Du und Du

A une époque pas si éloignée, disons jusqu’à la veille de la deuxième guerre mondiale, tout pianiste concertiste ou presque avait à son répertoire un ensemble de morceaux de son cru, d’après des airs célèbres alors en vogue. Cette habitude vient directement de Franz Liszt (1811-1886), pianiste virtuose et compositeur qui a inventé le récital : un artiste qui joue seul devant un public. Pour ses besoins personnels de démonstration de puissance pianistique, Liszt a toute sa vie réécrit, retravaillé des thèmes, des mélodies d’opéra, des airs d’œuvres d’autres compositeurs de son temps et des siècles passés. Il a aussi transcrit un paquet d’œuvres pour son instrument, les symphonies de Beethoven ou une bonne partie du Requiem de Mozart par exemple. Liszt a laissé plus de deux cents de ces transcriptions, pots-pourris, paraphrases ou autres réminiscences de quelque chose, et le résultat redoutable pour le pianiste est passionnant pour l’amateur de piano.

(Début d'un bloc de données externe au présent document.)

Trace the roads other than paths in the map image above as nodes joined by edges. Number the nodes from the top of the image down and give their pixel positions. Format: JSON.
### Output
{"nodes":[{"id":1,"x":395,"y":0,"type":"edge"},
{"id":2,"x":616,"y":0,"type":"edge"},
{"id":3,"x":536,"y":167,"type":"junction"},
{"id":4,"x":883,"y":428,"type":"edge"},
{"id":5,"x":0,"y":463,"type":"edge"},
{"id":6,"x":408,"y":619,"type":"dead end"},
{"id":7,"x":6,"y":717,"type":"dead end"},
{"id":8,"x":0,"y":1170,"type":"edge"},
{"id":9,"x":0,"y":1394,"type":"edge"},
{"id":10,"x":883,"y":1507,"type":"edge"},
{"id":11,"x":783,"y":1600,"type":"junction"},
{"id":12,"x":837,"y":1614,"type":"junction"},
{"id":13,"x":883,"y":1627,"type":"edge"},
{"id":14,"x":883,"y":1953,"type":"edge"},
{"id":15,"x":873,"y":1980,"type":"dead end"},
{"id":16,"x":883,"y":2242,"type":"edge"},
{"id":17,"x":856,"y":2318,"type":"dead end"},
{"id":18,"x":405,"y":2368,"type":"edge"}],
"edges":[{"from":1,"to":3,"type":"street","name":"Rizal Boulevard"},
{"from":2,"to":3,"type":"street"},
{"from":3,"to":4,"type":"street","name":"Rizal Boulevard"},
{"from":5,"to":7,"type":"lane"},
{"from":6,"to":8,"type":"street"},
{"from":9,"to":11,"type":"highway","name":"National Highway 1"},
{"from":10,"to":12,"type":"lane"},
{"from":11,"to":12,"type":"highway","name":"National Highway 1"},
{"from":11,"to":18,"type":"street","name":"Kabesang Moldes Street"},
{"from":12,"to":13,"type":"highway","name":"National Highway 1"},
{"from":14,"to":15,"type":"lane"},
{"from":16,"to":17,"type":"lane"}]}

Les pianistes du début du siècle passé, tous ses héritiers quand ils n’ont pas été ses élèves, ont eux aussi (mais dans une moindre mesure) cultivé le genre de la transcription virtuose, de la paraphrase injouable sur un air connu. Morceaux de choix du récital, c’était souvent plein de pièces pas toujours impérissables du point de vue de la composition, mais qui faisaient le bonheur du public.

Aujourd’hui ? presque rien. La tradition s’est perdue, les programmes sont souvent classiques (une sonate de Mozart, une de Beethoven, une de Schubert et hop, rentrez vous coucher). On a tendance à dédaigner ce répertoire jugé pas sérieux et à éventuellement traiter par le mépris les pianistes qui essaient de le perpétuer. Cyprien Katsaris, Marc-André Hamelin, Stephen Hough sont les seuls exemples d’artistes contemporains internationalement reconnus qui me viennent à l’esprit, pratiquant ce répertoire à l’envi. Alors même que Mozart, Beethoven, Mendelssohn improvisaient dans leurs concerts sur les mélodies de leur temps, et je ne parle même pas de Bach.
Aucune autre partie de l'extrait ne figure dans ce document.